Records from a collection:
---*---

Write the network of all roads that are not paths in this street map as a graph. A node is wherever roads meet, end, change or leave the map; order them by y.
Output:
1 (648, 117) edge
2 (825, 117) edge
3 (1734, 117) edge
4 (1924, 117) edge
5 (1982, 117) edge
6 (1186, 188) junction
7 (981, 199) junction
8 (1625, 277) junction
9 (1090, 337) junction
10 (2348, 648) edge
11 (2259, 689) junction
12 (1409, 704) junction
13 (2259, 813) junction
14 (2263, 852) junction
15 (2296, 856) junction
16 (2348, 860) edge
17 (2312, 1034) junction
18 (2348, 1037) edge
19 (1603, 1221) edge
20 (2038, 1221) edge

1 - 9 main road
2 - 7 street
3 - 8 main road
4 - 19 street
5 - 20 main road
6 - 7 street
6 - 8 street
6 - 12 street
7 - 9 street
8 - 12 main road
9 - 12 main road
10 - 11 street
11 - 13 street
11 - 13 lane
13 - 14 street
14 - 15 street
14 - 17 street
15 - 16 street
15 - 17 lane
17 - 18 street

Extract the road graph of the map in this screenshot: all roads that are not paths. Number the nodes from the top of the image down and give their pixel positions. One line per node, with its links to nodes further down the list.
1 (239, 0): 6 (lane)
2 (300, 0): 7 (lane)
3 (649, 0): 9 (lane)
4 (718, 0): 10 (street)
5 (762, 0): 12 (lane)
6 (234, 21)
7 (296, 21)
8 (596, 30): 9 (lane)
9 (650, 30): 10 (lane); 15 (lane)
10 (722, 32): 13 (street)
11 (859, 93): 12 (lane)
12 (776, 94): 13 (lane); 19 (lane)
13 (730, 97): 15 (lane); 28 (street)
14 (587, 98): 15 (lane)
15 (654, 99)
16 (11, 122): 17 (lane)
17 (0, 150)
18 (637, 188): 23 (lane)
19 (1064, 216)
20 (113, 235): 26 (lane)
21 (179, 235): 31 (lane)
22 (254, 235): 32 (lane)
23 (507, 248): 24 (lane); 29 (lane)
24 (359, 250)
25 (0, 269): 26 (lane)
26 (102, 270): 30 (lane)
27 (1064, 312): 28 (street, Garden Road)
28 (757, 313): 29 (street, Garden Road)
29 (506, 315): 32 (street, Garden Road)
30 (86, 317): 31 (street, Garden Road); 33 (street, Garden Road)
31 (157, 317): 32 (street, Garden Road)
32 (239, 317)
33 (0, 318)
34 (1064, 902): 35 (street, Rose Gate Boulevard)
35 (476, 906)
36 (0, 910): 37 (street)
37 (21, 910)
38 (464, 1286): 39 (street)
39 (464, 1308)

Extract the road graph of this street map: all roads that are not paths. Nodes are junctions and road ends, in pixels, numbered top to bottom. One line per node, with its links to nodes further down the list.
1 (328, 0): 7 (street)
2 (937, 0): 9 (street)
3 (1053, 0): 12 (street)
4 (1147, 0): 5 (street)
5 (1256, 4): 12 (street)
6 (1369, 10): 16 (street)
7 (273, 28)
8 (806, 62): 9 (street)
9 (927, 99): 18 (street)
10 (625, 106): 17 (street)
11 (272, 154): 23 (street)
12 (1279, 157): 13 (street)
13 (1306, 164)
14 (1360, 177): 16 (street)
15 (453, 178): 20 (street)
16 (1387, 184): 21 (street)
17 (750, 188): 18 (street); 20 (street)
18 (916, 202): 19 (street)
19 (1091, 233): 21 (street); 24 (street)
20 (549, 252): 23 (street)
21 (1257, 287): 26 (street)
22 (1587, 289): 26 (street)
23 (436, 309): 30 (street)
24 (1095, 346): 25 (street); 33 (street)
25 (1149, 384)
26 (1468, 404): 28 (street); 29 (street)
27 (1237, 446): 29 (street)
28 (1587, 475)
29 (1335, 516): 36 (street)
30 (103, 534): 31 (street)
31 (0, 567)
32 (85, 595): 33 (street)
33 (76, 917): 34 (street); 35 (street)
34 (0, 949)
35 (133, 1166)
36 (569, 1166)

---*---

Output nothing but the lines from the one with "Extract the road graph of this" through the last line above, each exactly as it stands.

Result of the task:
Extract the road graph of this street map: all roads that are not paths. Nodes are junctions and road ends, in pixels, numbered top to bottom. One line per node, with its links to nodes further down the list.
1 (328, 0): 7 (street)
2 (937, 0): 9 (street)
3 (1053, 0): 12 (street)
4 (1147, 0): 5 (street)
5 (1256, 4): 12 (street)
6 (1369, 10): 16 (street)
7 (273, 28)
8 (806, 62): 9 (street)
9 (927, 99): 18 (street)
10 (625, 106): 17 (street)
11 (272, 154): 23 (street)
12 (1279, 157): 13 (street)
13 (1306, 164)
14 (1360, 177): 16 (street)
15 (453, 178): 20 (street)
16 (1387, 184): 21 (street)
17 (750, 188): 18 (street); 20 (street)
18 (916, 202): 19 (street)
19 (1091, 233): 21 (street); 24 (street)
20 (549, 252): 23 (street)
21 (1257, 287): 26 (street)
22 (1587, 289): 26 (street)
23 (436, 309): 30 (street)
24 (1095, 346): 25 (street); 33 (street)
25 (1149, 384)
26 (1468, 404): 28 (street); 29 (street)
27 (1237, 446): 29 (street)
28 (1587, 475)
29 (1335, 516): 36 (street)
30 (103, 534): 31 (street)
31 (0, 567)
32 (85, 595): 33 (street)
33 (76, 917): 34 (street); 35 (street)
34 (0, 949)
35 (133, 1166)
36 (569, 1166)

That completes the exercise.